Free Body Diagrams

A free-body diagram (abbreviated as FBD, also called force diagram) is a diagram used to show the magnitude and direction of all applied forces, moments, and reaction and constraint forces acting on a body. They are important and necessary in solving complex problems in mechanics.

What is and is not included in a free-body diagram is important. Every free-body diagram should have the following:

The body represented as a dot if it is a point mass, and the body itself if it is a rigid body.
The external forces/moments. The force vector should indicate: relative magnitude, point of application, and the direction.
A properly defined coordinate system

A free-body diagram should not include the following:

Bodies other than the body we are interested in.
Forces applied by the body
Internal forces depending on the chosen system. For example, a free-body diagram on a truss should not include the forces between individual truss members.
Kinematic quantities (velocity and acceleration).

Warning!

Always assume the direction of forces/moments to be positive according to the appropriate coordinate system.
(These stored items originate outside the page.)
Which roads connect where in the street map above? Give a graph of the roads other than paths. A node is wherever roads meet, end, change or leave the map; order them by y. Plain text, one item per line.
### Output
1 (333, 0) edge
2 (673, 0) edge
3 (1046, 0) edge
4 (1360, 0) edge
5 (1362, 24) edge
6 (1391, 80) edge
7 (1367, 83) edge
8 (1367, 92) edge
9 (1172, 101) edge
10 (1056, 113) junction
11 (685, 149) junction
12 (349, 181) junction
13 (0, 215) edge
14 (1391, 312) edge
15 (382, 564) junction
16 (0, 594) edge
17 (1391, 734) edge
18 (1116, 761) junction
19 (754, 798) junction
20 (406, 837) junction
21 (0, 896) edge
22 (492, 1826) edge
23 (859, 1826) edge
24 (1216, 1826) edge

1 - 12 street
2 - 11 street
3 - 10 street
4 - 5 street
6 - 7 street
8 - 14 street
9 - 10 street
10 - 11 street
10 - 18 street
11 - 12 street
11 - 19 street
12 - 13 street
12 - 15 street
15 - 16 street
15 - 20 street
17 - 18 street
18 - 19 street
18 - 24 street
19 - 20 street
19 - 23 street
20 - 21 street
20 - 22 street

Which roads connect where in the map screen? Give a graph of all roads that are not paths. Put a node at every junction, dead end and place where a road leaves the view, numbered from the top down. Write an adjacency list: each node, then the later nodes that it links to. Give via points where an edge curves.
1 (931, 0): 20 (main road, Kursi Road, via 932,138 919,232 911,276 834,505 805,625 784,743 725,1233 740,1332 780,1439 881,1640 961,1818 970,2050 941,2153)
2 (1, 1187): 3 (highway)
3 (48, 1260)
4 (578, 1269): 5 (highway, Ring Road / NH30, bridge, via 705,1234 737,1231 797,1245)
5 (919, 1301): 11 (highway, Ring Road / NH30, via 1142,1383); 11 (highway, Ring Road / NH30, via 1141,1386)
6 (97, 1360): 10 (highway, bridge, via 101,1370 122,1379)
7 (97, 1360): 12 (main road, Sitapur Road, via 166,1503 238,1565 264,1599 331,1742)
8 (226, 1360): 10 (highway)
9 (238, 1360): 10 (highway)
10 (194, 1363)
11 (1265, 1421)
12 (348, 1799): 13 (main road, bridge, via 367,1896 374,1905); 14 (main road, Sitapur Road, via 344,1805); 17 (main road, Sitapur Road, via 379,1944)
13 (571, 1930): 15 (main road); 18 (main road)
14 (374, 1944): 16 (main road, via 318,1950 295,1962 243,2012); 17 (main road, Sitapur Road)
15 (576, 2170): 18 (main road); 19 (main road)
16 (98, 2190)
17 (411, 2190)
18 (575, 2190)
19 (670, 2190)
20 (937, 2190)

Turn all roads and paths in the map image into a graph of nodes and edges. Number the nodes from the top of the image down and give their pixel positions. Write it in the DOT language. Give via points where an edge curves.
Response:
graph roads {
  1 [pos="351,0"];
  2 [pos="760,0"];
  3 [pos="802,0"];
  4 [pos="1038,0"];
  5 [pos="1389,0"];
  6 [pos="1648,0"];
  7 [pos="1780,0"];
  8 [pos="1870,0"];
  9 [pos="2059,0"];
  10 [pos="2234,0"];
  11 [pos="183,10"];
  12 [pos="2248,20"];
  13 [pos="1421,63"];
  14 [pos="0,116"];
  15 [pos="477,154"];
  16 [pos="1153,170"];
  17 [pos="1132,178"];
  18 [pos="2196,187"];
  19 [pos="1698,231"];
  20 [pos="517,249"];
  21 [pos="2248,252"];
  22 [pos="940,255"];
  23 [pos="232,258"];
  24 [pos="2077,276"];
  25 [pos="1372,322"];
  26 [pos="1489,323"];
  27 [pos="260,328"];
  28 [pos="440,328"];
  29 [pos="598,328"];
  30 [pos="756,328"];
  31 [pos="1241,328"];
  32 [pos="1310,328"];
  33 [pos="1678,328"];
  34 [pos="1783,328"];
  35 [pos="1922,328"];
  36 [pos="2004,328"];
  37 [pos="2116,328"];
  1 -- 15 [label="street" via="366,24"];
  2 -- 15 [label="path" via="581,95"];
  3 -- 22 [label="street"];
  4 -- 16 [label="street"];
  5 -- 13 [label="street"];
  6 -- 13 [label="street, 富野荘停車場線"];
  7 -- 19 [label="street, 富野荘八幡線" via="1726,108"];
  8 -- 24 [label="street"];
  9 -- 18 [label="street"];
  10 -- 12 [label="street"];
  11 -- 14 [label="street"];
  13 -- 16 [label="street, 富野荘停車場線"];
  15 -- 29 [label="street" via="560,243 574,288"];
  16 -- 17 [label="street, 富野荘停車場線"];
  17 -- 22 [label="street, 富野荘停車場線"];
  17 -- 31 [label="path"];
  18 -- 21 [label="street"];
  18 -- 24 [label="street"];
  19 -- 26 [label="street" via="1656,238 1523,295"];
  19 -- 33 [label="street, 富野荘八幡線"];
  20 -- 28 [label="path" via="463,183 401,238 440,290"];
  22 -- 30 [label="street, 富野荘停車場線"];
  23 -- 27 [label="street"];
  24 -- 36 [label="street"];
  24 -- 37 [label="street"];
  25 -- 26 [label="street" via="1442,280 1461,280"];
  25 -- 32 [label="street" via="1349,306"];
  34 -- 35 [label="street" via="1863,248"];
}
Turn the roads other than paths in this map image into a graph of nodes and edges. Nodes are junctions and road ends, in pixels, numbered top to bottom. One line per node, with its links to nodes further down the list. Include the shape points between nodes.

The calculations from Newton/Euler equations will provide you with the correct direction of those forces/moments. Things that should not follow this are:

Gravity
Tension
Friction if the velocity $ \vec{v} $ is provided

Warning!

If forces/moments are present, always begin with a free-body diagram. Do not write down equations before drawing the FBD as those are often simple kinematic equations, or Newton/Euler equations.

Pulley Idealizations

In this course we assume that a pulley is frictionless, meaning that the magnitude of the tensile force of the rope on either side of a pulley will be the same.

$$ {T_1} = {T_2}\ $$

Spring Idealizations

In this course, we assume springs are linearly elastic, which means that the force (tension) in the spring is linearly proportional to the extension of the spring ($ s $) through the spring constant, $ k $.

$$ {F} = {k*s}\ $$

$$ {s} = {l-l_0}\ $$

Smooth Surface Idealizations

If a surface is described as "smooth", we assume that there is no frictional force on the surface. Therefore, any force applied by the surface is normal to the surface.